The company slashed its revenue outlook going forward. For the second quarter, the company sees revenue of $60 million to $62 million, below the consensus of $71.7 million, with a non-GAAP loss of $15 million to $20 million. C3.ai now sees revenue for the full fiscal year ending in April 2023 of $255 million to $275 million, down from a previous range of $308 million to $316 million. The company sees a full-year non-GAAP loss from operations of $90 million to $98 million.
C3.ai said it will shift its business to a consumption-based pricing model and away from a subscription model. As C3.ai said, consumption-based pricing is used by cloud computing companies like Amazon Web Services, Microsoft Azure, Google Cloud, and Snowflake. It's basically a utility model, like water or electricity. The more computing power used, the more paid.

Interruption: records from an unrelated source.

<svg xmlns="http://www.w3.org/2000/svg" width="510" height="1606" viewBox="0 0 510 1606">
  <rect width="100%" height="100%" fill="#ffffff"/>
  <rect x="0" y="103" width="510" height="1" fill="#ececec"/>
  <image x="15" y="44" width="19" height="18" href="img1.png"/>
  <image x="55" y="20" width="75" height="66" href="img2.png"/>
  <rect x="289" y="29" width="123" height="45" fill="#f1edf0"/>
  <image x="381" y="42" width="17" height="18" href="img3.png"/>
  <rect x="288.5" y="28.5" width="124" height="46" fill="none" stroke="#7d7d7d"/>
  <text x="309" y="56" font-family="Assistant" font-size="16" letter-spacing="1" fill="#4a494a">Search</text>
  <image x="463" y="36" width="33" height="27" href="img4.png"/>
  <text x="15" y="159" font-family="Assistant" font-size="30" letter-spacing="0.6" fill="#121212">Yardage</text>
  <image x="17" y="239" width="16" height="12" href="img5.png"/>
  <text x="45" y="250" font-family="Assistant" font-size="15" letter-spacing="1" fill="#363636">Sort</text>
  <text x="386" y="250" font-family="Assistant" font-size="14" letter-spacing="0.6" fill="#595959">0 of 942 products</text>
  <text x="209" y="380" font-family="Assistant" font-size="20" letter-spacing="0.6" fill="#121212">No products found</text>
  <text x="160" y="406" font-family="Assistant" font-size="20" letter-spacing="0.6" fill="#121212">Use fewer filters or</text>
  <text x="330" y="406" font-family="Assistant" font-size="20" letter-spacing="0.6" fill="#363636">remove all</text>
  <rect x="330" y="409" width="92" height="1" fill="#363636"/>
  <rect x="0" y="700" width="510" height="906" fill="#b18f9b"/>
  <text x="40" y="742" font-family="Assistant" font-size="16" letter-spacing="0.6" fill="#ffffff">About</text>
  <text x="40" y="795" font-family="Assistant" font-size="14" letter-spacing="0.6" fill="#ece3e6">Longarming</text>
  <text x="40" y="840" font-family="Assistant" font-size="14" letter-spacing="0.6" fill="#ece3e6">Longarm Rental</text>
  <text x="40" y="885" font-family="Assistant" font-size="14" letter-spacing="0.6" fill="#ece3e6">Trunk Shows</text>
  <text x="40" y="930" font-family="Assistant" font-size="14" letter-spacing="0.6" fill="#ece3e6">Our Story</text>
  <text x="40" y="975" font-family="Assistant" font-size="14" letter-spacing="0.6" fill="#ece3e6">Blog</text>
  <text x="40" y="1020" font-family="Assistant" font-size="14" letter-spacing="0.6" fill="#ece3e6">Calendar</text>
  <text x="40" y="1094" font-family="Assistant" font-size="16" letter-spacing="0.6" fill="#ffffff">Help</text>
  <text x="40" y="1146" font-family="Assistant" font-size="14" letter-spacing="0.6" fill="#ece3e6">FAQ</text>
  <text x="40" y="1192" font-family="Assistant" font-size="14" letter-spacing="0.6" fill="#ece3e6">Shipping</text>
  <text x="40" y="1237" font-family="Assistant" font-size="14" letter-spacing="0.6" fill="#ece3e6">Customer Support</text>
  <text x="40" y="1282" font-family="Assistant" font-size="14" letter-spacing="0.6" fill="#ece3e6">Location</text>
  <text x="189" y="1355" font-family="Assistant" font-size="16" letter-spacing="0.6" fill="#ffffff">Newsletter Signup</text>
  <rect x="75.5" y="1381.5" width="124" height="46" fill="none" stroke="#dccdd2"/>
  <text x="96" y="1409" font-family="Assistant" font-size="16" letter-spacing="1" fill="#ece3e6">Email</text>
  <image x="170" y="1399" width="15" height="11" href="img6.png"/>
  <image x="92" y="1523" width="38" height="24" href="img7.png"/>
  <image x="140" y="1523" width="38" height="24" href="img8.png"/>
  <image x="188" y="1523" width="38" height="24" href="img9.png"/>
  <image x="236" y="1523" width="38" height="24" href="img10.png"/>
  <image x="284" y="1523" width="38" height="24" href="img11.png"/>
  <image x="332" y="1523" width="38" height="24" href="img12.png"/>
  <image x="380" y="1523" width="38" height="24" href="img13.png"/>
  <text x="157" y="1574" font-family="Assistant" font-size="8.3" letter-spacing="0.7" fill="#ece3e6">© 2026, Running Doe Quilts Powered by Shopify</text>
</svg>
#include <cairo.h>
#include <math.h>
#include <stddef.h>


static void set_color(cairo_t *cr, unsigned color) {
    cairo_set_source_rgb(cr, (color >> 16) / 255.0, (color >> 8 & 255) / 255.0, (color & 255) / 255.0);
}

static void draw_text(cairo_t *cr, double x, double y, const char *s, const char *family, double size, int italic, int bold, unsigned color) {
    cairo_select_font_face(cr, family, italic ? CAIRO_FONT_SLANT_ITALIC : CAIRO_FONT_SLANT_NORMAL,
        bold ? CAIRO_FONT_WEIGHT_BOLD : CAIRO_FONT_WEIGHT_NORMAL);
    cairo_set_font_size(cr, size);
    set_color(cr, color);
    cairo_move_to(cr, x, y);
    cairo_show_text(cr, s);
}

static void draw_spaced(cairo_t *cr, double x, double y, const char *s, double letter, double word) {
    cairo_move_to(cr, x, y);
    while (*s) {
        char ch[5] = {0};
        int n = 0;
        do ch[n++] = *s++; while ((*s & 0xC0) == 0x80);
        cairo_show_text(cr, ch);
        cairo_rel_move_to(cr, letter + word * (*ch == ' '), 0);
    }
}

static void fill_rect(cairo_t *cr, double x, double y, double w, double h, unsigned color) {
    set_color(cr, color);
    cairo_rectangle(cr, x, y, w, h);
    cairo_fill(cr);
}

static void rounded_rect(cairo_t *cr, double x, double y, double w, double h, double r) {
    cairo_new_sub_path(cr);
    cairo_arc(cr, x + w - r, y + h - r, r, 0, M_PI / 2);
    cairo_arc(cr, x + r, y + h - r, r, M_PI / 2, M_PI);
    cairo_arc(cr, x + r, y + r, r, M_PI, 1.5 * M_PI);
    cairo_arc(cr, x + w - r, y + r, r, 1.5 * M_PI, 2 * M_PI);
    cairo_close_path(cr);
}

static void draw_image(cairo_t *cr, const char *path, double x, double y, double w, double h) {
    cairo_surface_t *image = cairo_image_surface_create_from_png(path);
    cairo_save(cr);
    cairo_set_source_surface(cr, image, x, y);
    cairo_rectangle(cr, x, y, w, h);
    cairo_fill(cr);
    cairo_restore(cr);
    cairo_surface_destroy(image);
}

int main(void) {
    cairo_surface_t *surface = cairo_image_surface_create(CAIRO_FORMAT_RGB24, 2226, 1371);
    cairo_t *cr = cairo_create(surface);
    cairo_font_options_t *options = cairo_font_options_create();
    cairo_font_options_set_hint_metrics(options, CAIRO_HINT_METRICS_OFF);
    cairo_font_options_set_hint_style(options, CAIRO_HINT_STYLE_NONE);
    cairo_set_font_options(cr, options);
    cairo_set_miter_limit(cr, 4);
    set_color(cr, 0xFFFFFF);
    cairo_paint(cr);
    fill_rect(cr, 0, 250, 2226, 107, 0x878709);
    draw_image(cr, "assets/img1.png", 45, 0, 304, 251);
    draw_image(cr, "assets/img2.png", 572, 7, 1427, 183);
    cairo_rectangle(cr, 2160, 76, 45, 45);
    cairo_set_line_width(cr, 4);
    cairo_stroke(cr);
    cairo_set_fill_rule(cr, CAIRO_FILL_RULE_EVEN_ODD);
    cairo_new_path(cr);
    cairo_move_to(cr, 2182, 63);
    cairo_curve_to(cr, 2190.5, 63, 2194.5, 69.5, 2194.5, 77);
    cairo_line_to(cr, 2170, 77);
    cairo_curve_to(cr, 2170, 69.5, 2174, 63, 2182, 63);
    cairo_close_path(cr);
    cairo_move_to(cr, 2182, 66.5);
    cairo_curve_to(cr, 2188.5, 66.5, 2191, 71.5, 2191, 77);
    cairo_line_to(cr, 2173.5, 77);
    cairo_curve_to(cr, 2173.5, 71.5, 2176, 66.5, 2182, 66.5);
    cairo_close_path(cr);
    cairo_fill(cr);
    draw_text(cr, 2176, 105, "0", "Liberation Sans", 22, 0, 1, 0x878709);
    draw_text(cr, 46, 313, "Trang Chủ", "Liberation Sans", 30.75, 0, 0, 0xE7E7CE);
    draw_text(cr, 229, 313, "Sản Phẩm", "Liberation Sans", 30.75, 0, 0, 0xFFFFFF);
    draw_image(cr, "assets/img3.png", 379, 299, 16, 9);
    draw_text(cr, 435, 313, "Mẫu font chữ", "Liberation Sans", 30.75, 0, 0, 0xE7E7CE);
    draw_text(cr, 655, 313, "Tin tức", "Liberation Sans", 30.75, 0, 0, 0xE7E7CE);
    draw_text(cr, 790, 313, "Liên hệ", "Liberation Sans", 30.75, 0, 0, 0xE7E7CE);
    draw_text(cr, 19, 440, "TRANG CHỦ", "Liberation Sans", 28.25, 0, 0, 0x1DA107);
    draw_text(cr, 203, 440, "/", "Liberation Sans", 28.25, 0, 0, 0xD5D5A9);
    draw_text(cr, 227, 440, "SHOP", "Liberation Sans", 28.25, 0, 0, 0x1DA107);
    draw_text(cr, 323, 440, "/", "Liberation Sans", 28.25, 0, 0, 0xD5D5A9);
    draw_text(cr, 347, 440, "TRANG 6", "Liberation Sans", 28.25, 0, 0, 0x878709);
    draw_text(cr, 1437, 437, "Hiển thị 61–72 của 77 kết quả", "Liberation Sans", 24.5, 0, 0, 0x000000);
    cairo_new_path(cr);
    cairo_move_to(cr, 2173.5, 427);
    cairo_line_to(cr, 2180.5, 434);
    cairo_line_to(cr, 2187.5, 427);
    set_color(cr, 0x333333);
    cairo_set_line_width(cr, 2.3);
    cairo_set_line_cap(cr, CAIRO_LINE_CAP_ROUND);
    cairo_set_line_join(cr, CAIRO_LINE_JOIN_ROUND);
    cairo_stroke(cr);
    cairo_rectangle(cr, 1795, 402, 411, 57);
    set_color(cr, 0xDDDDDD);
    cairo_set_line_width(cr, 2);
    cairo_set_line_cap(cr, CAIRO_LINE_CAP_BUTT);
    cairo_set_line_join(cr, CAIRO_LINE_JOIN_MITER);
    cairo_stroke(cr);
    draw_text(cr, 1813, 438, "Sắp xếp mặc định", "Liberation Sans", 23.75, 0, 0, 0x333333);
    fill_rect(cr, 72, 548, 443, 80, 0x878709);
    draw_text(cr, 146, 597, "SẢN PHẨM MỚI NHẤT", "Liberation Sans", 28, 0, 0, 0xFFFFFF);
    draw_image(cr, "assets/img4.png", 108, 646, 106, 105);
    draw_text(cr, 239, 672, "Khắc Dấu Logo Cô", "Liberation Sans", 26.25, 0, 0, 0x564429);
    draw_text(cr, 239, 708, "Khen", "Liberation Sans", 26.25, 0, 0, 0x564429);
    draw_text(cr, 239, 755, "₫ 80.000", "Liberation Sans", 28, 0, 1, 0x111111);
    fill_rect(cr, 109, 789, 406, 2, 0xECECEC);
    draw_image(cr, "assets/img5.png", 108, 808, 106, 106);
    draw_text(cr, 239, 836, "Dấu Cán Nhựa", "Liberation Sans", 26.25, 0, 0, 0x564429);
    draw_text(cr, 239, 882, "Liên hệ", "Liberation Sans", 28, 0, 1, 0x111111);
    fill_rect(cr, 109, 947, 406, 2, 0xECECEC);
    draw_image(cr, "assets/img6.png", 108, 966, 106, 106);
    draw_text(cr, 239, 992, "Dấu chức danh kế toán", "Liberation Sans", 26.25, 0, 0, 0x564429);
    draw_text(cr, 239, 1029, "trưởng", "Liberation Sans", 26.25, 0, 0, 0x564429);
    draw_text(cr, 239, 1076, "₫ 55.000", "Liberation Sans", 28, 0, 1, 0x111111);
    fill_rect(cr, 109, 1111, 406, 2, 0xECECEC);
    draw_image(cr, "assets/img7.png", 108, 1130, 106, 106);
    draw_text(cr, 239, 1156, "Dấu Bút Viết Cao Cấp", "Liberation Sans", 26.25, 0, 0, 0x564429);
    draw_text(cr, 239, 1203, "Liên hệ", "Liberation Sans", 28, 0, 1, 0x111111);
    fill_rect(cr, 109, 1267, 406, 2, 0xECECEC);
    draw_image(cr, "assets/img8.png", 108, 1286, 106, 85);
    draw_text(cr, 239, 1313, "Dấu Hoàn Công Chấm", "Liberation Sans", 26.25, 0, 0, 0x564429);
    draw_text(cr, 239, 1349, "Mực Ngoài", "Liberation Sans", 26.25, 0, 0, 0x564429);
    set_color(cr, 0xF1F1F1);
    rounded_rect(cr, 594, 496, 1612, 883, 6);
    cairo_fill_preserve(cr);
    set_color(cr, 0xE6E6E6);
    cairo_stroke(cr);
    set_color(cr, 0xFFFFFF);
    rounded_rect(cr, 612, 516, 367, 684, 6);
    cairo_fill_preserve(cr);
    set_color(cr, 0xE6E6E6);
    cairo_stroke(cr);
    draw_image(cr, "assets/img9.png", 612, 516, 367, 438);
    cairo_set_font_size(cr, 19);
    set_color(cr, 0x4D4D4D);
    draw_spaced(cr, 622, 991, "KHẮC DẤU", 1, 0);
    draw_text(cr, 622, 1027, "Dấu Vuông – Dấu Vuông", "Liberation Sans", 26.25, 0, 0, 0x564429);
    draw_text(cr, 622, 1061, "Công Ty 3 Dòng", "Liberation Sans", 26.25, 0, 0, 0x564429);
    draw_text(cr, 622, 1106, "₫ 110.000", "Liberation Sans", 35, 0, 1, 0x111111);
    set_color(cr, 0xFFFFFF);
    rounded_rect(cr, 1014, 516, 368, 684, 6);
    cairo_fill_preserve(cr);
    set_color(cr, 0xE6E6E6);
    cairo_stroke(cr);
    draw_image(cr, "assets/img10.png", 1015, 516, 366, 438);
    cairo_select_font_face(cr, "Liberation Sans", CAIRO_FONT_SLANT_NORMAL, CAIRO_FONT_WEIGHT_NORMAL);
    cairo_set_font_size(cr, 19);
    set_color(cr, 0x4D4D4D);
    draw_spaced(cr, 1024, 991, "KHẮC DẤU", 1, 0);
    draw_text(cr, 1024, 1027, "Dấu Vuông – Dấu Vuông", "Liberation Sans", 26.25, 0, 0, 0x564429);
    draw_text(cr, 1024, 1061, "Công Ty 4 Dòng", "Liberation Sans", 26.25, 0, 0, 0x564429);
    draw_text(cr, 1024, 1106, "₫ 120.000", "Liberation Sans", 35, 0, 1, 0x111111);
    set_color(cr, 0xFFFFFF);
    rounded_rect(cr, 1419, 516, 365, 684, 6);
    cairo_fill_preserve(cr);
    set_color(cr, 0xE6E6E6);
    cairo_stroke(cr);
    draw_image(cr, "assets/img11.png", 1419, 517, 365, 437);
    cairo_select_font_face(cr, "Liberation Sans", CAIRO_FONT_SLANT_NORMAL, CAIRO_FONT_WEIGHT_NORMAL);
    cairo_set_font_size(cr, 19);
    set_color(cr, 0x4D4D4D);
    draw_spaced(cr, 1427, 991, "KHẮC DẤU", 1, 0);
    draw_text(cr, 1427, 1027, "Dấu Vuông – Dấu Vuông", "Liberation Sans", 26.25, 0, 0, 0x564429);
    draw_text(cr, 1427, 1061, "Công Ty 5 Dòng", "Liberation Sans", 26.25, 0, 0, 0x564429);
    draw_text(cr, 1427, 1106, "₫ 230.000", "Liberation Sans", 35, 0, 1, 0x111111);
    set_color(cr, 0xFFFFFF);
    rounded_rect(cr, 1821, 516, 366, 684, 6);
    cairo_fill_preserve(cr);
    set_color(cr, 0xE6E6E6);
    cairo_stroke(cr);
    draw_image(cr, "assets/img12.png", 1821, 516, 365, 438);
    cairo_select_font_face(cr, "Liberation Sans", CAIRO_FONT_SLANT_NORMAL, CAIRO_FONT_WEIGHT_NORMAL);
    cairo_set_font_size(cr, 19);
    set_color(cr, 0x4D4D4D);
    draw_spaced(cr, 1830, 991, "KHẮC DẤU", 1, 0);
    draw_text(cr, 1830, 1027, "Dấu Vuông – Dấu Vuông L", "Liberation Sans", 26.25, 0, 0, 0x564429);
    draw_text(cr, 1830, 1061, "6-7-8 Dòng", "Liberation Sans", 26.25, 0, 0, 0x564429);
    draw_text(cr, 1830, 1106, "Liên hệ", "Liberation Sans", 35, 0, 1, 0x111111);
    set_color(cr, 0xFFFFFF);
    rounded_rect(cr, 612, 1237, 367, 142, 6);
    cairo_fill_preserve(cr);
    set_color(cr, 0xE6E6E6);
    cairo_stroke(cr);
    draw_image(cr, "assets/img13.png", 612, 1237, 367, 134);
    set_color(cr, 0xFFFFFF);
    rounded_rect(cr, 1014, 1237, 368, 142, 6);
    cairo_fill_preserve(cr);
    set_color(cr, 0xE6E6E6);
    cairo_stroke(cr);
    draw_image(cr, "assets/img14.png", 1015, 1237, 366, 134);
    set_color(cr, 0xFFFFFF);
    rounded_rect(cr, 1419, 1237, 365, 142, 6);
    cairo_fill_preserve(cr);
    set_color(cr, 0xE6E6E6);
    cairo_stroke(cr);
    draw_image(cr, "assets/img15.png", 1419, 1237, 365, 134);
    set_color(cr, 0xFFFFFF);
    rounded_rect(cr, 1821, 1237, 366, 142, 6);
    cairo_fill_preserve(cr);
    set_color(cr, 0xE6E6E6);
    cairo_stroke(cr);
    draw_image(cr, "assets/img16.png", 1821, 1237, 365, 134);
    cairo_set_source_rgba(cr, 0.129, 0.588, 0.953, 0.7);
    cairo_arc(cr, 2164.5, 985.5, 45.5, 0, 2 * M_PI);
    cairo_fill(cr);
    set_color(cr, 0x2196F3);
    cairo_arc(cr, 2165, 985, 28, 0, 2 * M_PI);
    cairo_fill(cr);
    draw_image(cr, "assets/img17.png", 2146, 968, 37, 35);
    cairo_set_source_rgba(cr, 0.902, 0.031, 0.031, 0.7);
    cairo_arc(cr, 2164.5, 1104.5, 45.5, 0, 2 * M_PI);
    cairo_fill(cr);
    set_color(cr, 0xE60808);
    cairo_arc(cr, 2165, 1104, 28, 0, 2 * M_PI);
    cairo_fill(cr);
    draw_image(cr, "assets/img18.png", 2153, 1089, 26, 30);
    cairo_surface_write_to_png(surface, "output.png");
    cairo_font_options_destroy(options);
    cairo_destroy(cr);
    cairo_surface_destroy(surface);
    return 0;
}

Founder and CEO Tom Siebel said that the new model is intended to accelerate sales, speed product acceptance, boost market share, and to improve revenue and profitability in the medium- and long-term. He said that the company now expects to be non-GAAP profitable in fiscal 2024.
"The economic downturn is real," Siebel said. "Our customers are scrutinizing big deals as never before, which also makes this a smart time to launch consumption pricing."